The picture below shows Acer’s 5745DG 15.6’’ notebook on the NotePal Infinite EVO. You can see that the laptop’s edges slightly exceed those of the EVO. Cooler Master’s specs say that optimum size is between 12’’ and 15.4’’. We already said that a 17 incher will fit, but it will not be a very pretty sight.
So, the Infinite EVO looks modern but does it get the cooling job done? Unfortunately, we didn’t think it stood out in that respect. Cooler Master says that the unique U shape will help improve cooling by up to 20 percent, but it doesn’t say which notebook they used for testing. In fact, we didn’t manage to recreate Cooler Master’s results with our Acer 5745DG. We suppose that the Infinite EVO will work best with average size notebooks (about 13’’). Unfortunately, we had no smaller laptop at the time of our testing.
Since we measured only minimum temperature difference with and without the EVO, we tried to take our Acer’s battery out and try again. However, temperatures remained unchanged.
The following photo shows temperatures after our Prime95 ‘blend’ testing. The first screenshot is with Infinite EVO, while the second is without.
As you can see, the Infinite EVO didn’t really help much.
Noise and Inside look
Here are a couple of pictures showing the Infinite EVO’s innards.
Tearing the EVO apart in order to reach the fans is a long and complicated procedure (many hard to reach screws).
The Infinite EVO comes with two 80mm fans (B9225-14RA-2in-F1) that run from 700 to 1400RPM. Maximum RPM produces a noise of 23 dBA. While the RPM regulator may make it quieter, the fans were buzzing all the time. Needless to say, it’s not something we particularly liked and although it’s not overly loud, it’s loud enough to bother us. Since the buzzing noise can be heard from both fans, it’s clear that it’s not an isolated malfunction.
We already said that Infinite EVO is comfortable to work with from your lap. We liked the fact that air flows downwards as well, and you’ll definitely appreciate it in hot summer days. Unfortunately, as much as the futuristic look makes it attractive, it didn’t show much on the cooling field.
Good thing about the design is that cabling can be hidden inside the device. Namely, there’s a cable channel between the aluminum plate and the plastic part all the way around the device, which will definitely come in handy for cable management.
We must also add that the 10cm cable is too short to be routed through the channel to the other side of a notebook. The following picture shows that best.
We checked the user’s manual and were pretty surprised to see the cable connected they way we wanted to but couldn’t. Somebody probably saved a few cents here, unfortunately at users’ expense.

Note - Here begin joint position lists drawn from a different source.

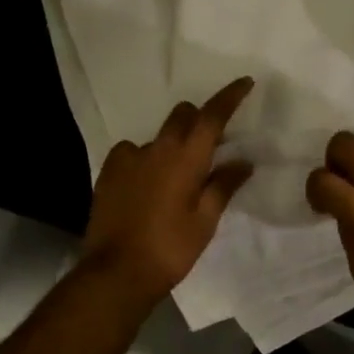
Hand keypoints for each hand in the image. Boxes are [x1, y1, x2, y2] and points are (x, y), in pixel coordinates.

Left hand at [78, 78, 255, 306]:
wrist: (116, 271)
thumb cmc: (170, 248)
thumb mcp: (205, 220)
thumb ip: (223, 185)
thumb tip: (243, 161)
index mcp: (186, 157)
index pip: (213, 115)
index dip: (230, 96)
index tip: (245, 82)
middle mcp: (157, 147)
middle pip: (182, 115)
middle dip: (198, 119)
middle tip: (210, 143)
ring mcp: (128, 157)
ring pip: (157, 136)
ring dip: (170, 144)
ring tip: (174, 176)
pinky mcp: (108, 170)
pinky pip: (132, 152)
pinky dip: (144, 160)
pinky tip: (145, 184)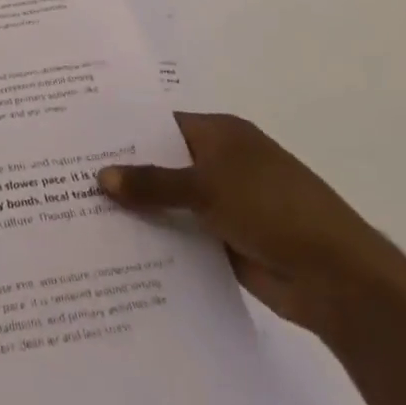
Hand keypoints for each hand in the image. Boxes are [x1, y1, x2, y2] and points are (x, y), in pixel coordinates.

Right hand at [98, 112, 405, 342]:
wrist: (337, 278)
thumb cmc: (274, 209)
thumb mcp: (208, 188)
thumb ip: (153, 183)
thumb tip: (100, 177)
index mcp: (221, 134)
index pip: (161, 125)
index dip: (124, 131)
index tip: (80, 140)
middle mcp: (220, 164)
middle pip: (162, 164)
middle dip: (125, 173)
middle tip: (68, 179)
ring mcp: (223, 204)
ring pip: (170, 203)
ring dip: (139, 212)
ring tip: (79, 214)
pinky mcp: (225, 242)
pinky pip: (182, 236)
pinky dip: (158, 241)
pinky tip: (116, 249)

Cooler Master’s Notepal Infinite EVO is a cooling solution for 12’’-15.4’’ notebooks. As you can see, it is a charmer and we’re quite sure many will like it. It was comfortable when we used it on our lap. It has no rough edges and comes angled, which will help both with posture and ease of work.

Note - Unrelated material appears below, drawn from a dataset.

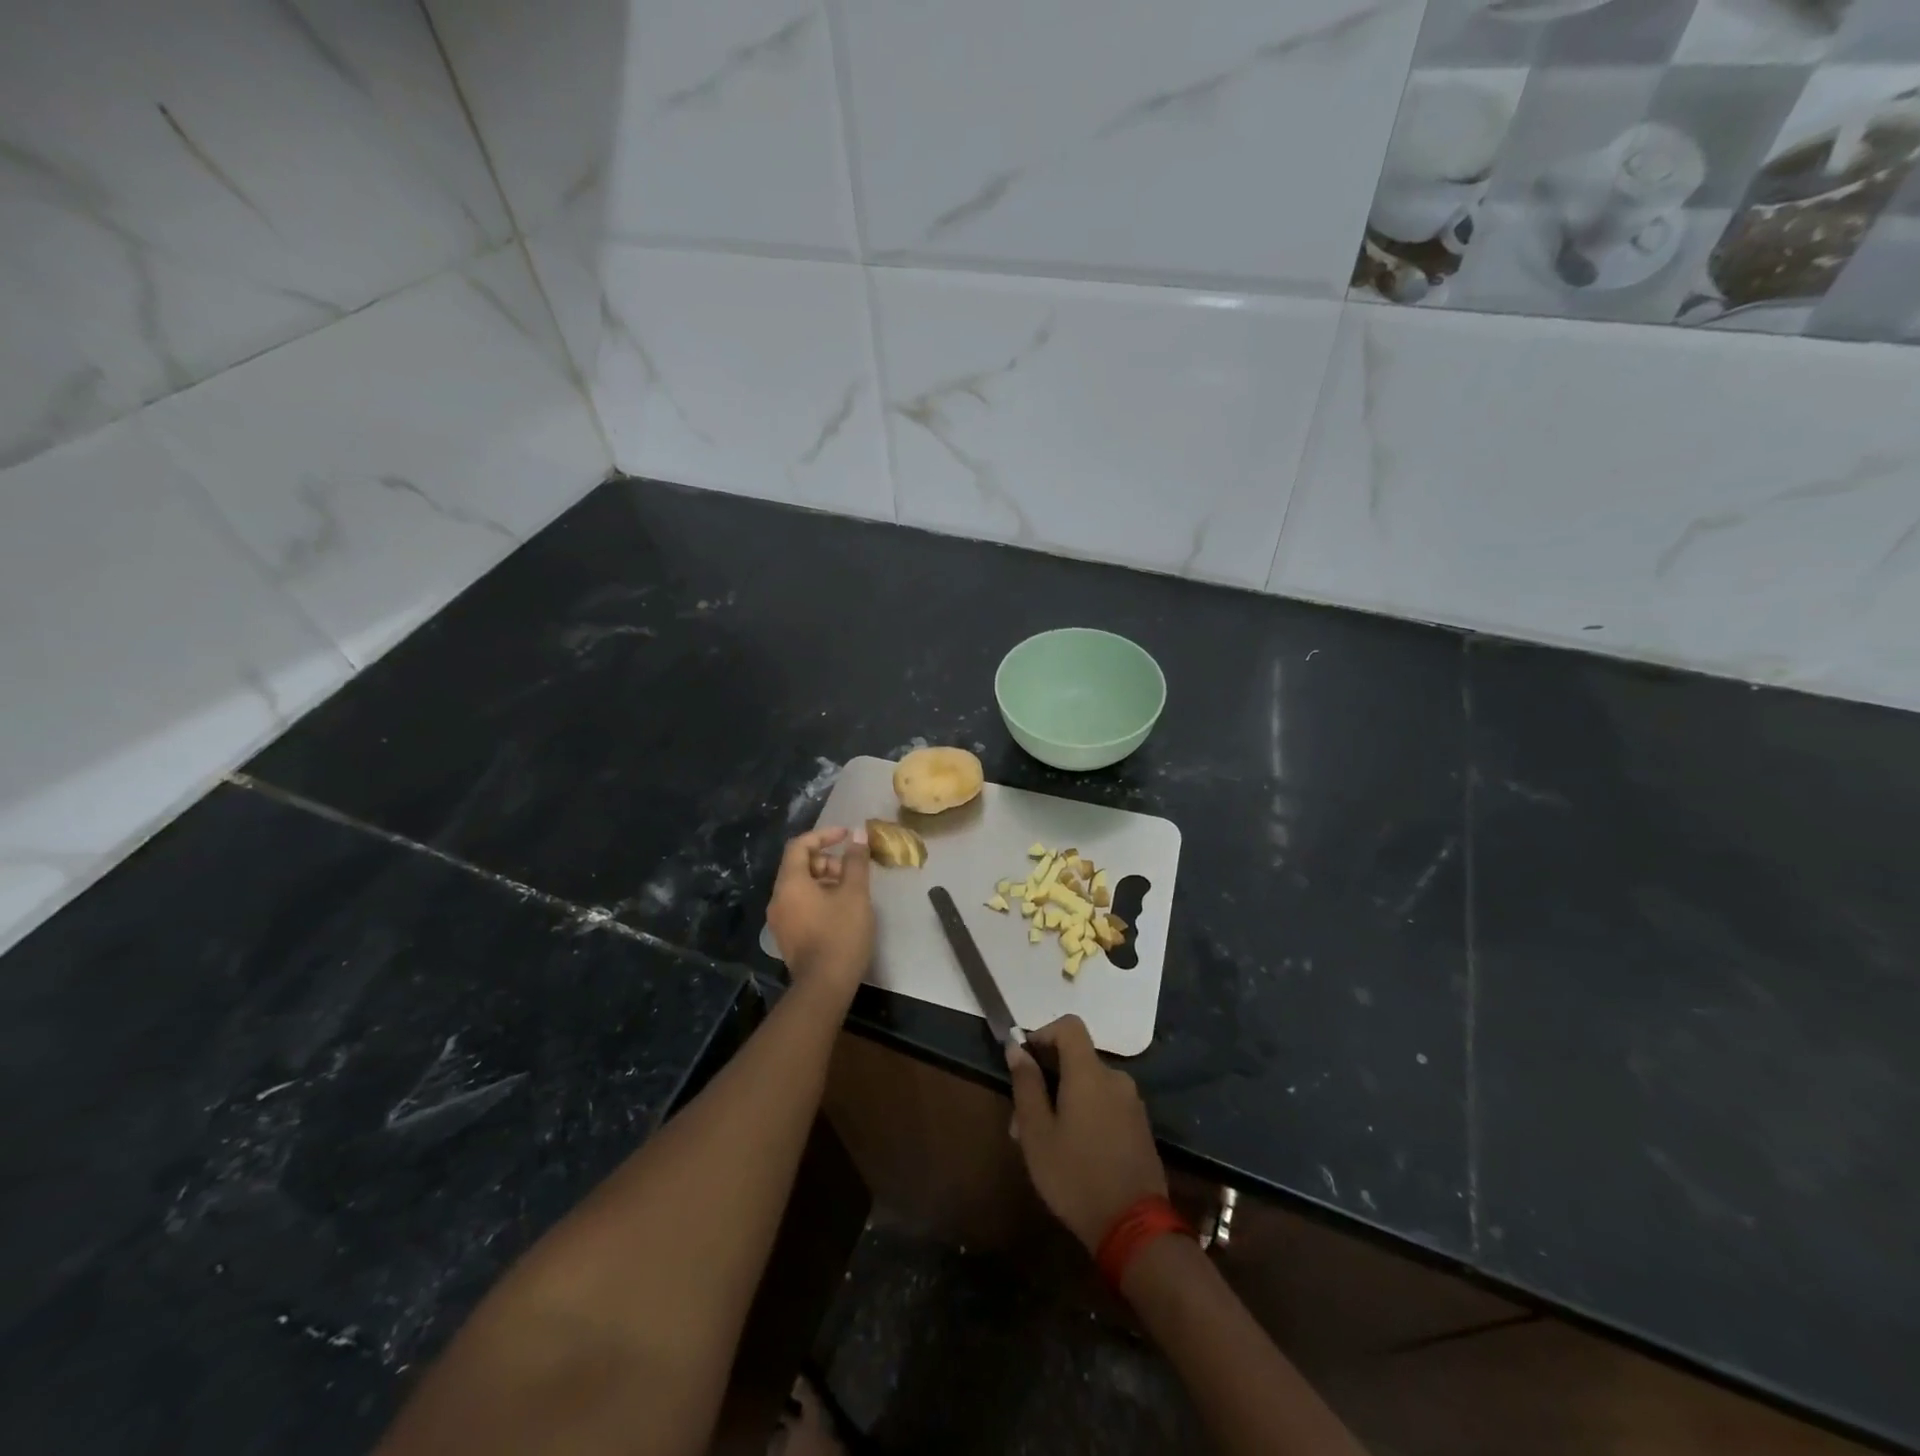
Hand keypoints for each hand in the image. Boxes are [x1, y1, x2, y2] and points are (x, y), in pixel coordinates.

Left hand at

Although it seems fanless, the EVO has two 80mm fans and a fan speed regulator. The fans are pretty loud at maximum RPM but can be made silent via the regulator. Unfortunately, once you make them quiet enough not to hear the airflow, you’ll notice a quiet but constant noise (buzzing) from the fans. Needless to say, it gets quite irritating.
In case you’ve read the testing part, you know that we used our Acer’s 15.6’’ 5745DG notebook. Unfortunately, the EVO made little difference as temperatures changed only slightly. The solution of two fans set in a U shaped case seemed pretty innovative and logical, but it turned out to be much better on paper. Infinite EVO is currently priced at about €30. Considering that its primary cooling function wasn’t what we expected, we must say that it’s a bit too much.
Still, we must stress that we’re positively surprised with Cooler Master’s frequent refreshes of its notebook accessories line. While our today’s sample wasn’t quite a world beater, the company’s tempo suggests we’ll see one sooner rather than later.